Política

Borrell cree relación con Bélgica será más fácil sin nacionalistas flamencos

Bruselas, 10 dic (EFE).- El ministro español de Exteriores y Cooperación, Josep Borrell, consideró hoy que las relaciones diplomáticas con Bélgica serán más fáciles ahora que los nacionalistas flamencos de la N-VA han dejado la coalición del Gobierno federal, tras los últimos roces por la situación catalana.

"Lo que ha ocurrido viene a clarificar la situación en lo que a España le concierne, que este partido flamenco no tenga carteras ministeriales desde las cuales atacar a España, sin duda nos va a facilitar la vida", indicó Borrell a su llegada a un Consejo de ministros de la Unión Europea.

Borrell respondió así preguntado por la salida de la N-VA del Gobierno belga, tras retirar esa formación su apoyo al pacto de la ONU sobre migración que el primer ministro belga, el liberal Charles Michel, sí que ha respaldado.

"Hace unos días anticipaba mi preocupación por una situación de incoherencia dentro del Gobierno belga entre el partido nacionalista flamenco y la presidencia del Gobierno", recordó Borrell, en referencia a los últimos comentarios del ministro belga de Defensa, Sander Loones, de la N-VA, sobre la situación de los políticos independentistas catalanes en prisión.

El ministro español dijo que serían objeto de una "comunicación diplomática" a fin de "expresar nuestro desagrado por esta clase de manifestaciones".

"Encerrados por más de un año. Sin ser juzgados", comentaba Loones el 1 de diciembre en su cuenta de Twitter sobre Jordi Sànchez y Jordi Turull, que habían iniciado una huelga de hambre para presionar al Tribunal Constitucional y denunciar que bloquea sus recursos y les impide acceder a la Justicia europea.
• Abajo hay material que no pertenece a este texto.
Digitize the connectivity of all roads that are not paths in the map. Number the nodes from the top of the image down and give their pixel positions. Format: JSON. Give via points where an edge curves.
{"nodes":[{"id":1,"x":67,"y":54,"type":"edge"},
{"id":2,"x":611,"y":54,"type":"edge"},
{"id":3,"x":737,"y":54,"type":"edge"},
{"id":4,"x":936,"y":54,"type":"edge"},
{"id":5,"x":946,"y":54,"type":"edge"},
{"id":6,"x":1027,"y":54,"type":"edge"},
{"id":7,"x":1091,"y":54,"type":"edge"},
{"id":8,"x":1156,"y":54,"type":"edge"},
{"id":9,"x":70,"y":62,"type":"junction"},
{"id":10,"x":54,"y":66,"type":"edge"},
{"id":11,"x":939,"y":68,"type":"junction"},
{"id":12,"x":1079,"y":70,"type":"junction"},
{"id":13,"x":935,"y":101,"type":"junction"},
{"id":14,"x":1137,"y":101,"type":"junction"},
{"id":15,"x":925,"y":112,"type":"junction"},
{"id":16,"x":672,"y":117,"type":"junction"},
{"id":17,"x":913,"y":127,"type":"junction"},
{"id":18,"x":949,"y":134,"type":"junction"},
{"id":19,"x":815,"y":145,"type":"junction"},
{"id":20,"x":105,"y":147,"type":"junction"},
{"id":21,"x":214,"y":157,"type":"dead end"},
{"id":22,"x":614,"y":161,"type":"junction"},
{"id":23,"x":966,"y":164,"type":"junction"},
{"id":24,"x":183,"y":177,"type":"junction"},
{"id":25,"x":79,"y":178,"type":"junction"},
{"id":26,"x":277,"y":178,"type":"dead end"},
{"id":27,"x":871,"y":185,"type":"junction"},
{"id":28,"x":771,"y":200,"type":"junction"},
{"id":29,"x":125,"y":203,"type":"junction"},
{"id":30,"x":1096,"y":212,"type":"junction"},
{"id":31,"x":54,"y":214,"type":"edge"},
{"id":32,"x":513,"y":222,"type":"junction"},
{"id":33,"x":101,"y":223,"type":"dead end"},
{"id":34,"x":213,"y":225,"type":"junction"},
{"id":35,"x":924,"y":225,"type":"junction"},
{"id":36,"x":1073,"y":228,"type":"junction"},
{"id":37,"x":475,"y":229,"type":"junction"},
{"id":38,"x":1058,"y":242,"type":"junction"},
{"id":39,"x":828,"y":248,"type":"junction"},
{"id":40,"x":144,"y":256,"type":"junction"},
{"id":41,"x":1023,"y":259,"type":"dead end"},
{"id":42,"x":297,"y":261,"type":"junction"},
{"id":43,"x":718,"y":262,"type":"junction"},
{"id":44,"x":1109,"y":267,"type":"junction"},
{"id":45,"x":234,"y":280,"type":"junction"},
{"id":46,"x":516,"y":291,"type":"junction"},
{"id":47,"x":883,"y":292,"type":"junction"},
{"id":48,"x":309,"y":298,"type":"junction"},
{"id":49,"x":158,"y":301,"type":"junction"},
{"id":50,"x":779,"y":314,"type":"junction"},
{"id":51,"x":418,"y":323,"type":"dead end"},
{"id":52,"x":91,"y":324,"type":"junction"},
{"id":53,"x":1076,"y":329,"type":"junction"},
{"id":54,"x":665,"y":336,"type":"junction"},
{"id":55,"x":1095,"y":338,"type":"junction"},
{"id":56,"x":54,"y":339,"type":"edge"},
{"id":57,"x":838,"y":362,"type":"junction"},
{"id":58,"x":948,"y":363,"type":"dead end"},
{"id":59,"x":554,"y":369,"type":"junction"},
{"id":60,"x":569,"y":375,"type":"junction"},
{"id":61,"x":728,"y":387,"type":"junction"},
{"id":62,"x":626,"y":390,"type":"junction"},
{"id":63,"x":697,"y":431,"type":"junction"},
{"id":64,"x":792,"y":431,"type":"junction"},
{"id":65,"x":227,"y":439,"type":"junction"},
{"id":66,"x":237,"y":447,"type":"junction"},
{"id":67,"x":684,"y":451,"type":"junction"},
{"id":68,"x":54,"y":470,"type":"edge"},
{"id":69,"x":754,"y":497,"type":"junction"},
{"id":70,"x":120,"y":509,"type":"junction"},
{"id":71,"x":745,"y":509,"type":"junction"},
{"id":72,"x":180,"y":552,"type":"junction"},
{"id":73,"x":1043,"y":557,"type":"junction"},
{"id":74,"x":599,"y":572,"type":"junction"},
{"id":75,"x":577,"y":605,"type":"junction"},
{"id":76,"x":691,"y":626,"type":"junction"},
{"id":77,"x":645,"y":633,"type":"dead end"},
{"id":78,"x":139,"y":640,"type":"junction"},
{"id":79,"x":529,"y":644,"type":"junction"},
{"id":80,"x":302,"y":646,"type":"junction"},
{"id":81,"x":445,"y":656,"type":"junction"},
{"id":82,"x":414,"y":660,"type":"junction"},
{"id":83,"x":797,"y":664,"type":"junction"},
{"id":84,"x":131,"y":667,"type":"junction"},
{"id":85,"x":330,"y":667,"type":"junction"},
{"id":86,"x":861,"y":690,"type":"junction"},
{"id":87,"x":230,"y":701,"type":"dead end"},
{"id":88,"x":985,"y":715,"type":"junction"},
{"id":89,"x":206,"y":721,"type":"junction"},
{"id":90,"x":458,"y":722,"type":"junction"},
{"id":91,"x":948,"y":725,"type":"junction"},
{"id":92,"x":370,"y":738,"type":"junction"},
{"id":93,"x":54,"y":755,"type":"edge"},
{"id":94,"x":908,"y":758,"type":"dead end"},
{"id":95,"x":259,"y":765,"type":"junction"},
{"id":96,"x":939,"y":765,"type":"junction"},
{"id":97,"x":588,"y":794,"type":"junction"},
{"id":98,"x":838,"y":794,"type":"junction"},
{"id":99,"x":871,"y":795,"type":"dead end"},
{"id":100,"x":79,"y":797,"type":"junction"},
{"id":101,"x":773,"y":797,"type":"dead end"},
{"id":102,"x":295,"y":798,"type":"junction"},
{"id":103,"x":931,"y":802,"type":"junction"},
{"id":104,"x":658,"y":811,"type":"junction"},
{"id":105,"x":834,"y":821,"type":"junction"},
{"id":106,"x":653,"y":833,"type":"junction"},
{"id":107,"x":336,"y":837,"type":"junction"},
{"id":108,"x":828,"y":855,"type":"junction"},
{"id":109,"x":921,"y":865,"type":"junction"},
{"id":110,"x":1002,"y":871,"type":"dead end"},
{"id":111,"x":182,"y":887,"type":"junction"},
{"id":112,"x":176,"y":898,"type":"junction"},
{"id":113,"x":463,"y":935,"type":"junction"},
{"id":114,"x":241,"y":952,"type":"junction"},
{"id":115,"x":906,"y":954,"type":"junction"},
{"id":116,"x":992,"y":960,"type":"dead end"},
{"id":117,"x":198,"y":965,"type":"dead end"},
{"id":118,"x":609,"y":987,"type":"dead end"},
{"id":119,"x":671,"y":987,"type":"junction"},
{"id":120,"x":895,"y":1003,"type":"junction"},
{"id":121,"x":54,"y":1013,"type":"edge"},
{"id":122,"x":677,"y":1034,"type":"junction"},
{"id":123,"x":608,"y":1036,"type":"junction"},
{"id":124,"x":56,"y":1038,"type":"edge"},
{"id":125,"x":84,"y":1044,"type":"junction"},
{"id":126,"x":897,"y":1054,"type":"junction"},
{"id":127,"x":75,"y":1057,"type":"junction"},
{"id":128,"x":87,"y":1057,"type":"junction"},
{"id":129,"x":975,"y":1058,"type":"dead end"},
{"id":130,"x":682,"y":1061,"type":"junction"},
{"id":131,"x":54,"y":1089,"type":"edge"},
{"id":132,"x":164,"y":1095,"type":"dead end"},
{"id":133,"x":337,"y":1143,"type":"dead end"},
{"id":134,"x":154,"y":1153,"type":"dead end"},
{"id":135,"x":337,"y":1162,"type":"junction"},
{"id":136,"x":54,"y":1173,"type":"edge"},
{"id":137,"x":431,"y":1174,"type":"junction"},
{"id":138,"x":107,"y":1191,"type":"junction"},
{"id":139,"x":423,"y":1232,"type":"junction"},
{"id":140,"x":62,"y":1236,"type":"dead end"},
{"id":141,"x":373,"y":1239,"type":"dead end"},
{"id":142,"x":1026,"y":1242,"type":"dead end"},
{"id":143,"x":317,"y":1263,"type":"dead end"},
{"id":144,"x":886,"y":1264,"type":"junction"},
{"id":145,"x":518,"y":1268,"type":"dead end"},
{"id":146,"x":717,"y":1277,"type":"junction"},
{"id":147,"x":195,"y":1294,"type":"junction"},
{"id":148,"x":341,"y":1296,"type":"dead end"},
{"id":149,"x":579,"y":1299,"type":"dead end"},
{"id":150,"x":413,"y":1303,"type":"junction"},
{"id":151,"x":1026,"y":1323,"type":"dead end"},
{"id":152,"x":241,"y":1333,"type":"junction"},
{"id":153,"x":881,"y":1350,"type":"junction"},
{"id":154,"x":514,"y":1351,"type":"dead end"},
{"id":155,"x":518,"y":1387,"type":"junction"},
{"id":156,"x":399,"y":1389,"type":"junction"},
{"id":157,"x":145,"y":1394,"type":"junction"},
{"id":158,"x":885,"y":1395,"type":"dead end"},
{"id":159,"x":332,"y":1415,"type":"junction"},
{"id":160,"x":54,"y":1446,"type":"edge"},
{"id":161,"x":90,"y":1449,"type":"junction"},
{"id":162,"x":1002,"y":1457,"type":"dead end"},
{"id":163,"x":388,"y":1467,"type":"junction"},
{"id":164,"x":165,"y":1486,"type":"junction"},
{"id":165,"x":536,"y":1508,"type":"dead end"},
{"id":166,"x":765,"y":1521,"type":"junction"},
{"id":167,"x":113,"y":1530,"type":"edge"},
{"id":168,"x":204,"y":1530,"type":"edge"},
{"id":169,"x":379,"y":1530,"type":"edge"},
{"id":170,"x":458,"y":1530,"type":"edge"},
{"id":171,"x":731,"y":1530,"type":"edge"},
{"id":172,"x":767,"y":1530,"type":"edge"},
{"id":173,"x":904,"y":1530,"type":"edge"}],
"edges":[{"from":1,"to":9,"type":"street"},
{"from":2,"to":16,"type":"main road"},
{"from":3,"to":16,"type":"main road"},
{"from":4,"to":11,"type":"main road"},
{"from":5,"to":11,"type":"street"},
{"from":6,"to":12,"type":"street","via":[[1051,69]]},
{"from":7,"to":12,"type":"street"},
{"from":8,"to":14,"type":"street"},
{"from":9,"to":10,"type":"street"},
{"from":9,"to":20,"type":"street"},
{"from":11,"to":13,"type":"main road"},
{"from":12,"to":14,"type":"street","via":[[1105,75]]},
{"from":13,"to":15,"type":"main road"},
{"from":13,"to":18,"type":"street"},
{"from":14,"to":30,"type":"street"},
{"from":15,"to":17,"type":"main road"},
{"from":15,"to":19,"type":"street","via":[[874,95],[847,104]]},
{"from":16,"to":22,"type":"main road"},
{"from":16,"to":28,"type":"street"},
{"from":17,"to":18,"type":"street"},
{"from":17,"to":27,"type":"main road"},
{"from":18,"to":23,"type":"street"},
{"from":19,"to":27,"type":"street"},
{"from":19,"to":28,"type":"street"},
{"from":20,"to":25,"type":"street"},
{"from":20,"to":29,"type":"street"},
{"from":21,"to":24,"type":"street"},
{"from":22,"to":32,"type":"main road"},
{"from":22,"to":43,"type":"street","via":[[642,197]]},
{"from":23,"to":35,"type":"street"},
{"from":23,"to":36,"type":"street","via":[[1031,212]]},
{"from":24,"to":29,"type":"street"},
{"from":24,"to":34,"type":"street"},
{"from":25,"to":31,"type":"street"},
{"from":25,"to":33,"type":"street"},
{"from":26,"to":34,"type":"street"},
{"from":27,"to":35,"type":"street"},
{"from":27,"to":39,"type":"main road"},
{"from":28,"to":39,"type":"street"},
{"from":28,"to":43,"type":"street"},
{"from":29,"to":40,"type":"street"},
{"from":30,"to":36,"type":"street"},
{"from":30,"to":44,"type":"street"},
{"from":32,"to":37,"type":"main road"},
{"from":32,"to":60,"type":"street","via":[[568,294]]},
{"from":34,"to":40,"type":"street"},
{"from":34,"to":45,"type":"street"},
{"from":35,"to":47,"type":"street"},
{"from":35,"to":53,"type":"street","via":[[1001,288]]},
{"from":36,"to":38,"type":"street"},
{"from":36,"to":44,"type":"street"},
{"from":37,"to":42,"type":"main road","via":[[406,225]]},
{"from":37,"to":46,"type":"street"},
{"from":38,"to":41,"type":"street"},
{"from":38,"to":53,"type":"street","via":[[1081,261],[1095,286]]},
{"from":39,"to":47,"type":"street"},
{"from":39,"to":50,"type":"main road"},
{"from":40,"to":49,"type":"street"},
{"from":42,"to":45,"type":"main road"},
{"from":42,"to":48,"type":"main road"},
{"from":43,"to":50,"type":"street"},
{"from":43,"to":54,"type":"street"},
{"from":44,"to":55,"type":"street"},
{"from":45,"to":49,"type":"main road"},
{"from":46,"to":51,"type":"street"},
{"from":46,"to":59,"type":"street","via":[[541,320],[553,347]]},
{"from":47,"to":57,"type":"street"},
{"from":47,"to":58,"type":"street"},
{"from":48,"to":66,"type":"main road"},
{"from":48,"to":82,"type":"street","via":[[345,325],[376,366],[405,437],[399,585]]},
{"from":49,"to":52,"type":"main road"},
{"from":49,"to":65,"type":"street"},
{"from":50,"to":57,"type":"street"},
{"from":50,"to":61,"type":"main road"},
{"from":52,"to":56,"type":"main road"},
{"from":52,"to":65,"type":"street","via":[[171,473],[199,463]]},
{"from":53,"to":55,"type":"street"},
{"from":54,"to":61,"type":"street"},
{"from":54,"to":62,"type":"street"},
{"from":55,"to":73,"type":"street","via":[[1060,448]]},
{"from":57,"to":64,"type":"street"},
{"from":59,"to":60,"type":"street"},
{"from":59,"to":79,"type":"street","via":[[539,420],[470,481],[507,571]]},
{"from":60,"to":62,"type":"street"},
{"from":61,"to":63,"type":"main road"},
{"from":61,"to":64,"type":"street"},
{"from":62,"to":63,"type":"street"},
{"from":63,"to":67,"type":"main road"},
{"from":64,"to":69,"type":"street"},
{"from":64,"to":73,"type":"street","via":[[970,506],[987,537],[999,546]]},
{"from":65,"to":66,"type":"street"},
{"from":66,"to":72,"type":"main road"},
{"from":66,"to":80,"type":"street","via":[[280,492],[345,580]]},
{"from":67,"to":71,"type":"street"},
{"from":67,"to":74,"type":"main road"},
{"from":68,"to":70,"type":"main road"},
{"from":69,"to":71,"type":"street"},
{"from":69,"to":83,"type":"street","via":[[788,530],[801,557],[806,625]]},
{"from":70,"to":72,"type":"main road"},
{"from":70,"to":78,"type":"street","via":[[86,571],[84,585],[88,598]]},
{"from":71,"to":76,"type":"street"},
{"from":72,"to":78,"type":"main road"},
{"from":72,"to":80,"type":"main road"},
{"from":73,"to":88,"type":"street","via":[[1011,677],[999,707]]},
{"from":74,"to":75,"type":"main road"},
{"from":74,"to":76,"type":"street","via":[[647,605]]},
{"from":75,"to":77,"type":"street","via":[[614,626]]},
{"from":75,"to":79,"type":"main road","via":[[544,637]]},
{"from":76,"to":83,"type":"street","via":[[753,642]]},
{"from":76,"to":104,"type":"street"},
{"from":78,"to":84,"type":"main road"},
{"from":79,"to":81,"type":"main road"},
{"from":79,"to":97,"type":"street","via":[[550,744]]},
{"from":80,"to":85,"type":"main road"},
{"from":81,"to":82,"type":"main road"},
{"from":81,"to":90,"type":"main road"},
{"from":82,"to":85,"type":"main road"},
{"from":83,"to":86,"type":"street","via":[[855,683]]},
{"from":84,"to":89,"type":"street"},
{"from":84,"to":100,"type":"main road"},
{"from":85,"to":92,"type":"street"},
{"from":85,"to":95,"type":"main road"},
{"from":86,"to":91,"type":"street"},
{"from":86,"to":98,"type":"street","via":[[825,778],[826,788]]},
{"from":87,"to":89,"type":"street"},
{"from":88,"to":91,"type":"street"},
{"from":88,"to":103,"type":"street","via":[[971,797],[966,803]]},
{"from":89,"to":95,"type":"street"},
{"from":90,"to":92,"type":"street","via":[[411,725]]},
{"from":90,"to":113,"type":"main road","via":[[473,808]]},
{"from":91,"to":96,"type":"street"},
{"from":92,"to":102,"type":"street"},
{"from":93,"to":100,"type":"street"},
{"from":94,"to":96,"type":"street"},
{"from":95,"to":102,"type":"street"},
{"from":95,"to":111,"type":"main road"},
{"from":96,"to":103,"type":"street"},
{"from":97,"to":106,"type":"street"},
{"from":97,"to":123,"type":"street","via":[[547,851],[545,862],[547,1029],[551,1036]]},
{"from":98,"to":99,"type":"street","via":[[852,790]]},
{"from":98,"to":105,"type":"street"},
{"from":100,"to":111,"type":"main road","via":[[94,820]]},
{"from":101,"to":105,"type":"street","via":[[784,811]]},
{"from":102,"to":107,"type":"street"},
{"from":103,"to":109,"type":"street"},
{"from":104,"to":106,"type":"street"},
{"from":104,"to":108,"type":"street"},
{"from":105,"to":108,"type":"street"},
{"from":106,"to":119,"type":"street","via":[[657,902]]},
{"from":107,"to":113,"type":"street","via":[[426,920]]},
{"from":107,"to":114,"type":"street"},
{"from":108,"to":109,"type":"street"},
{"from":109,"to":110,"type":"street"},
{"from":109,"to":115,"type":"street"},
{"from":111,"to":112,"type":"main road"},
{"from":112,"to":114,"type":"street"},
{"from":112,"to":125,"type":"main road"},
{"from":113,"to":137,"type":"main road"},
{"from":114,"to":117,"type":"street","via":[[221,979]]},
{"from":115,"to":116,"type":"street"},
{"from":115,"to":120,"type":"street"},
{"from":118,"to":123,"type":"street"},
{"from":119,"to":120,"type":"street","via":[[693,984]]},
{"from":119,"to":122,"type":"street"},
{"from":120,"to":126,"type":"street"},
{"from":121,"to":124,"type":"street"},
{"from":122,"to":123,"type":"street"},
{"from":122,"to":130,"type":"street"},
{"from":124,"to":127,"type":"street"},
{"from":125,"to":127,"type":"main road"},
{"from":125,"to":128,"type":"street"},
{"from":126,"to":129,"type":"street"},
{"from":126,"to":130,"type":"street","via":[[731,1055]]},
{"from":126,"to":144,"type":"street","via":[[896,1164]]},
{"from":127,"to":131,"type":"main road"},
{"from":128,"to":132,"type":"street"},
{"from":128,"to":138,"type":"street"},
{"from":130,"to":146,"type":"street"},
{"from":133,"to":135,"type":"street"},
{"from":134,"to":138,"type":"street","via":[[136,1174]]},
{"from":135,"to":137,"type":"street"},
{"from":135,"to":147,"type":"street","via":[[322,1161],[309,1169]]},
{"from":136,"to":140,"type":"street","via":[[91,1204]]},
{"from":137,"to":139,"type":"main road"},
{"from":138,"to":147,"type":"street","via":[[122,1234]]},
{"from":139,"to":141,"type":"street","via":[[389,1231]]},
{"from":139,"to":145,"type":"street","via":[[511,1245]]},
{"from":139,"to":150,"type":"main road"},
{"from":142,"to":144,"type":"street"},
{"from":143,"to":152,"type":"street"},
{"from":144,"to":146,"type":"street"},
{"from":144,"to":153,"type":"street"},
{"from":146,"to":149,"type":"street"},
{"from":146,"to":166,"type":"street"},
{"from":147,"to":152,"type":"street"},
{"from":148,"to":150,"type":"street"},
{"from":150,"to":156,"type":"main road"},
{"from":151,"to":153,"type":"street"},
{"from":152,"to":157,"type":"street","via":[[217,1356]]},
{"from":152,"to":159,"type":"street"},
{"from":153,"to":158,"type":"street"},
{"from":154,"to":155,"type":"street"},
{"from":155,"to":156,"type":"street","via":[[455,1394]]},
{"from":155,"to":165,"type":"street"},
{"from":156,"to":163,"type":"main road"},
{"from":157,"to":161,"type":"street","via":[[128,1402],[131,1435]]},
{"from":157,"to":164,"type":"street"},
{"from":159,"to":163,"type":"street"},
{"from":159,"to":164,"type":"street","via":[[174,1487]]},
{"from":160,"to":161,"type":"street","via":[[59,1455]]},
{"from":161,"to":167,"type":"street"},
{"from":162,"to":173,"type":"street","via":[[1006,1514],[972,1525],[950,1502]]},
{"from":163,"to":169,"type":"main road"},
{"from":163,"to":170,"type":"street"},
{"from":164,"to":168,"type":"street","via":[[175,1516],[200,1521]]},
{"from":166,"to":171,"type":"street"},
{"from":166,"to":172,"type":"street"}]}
El ya exministro belga añadía que "el juez español ni siquiera se ocupa de su demanda. Para evitar que el Tribunal de Derechos Humanos pueda pronunciarse".

España ha mostrado su malestar con comentarios de políticos belgas sobre la situación en Cataluña en varias ocasiones.

En octubre, España retiró el estatus diplomático al delegado de la región de Flandes en Madrid, André Hebbelinck, en protesta por las declaraciones "inaceptables e impropias de un país amigo y aliado" del presidente del Parlamento flamenco, Jan Peumans, sobre Cataluña y el proceso independentista.

Borrell convocó entonces al embajador belga en Madrid, Marc Calcoen, para trasladarle personalmente el malestar de España por esas declaraciones.

Fue la tercera vez en menos de un mes que el embajador belga fue convocado por el Ministerio de Exteriores español como protesta por las palabras de Peumans, que había considerado "inadmisible" que los líderes independentistas catalanes siguieran en prisión y sostuvo que "encerrar a políticos es un acto de violencia".

Había reiterado, además, que el Gobierno español era "incapaz de cumplir las condiciones para formar parte de una Europa democrática".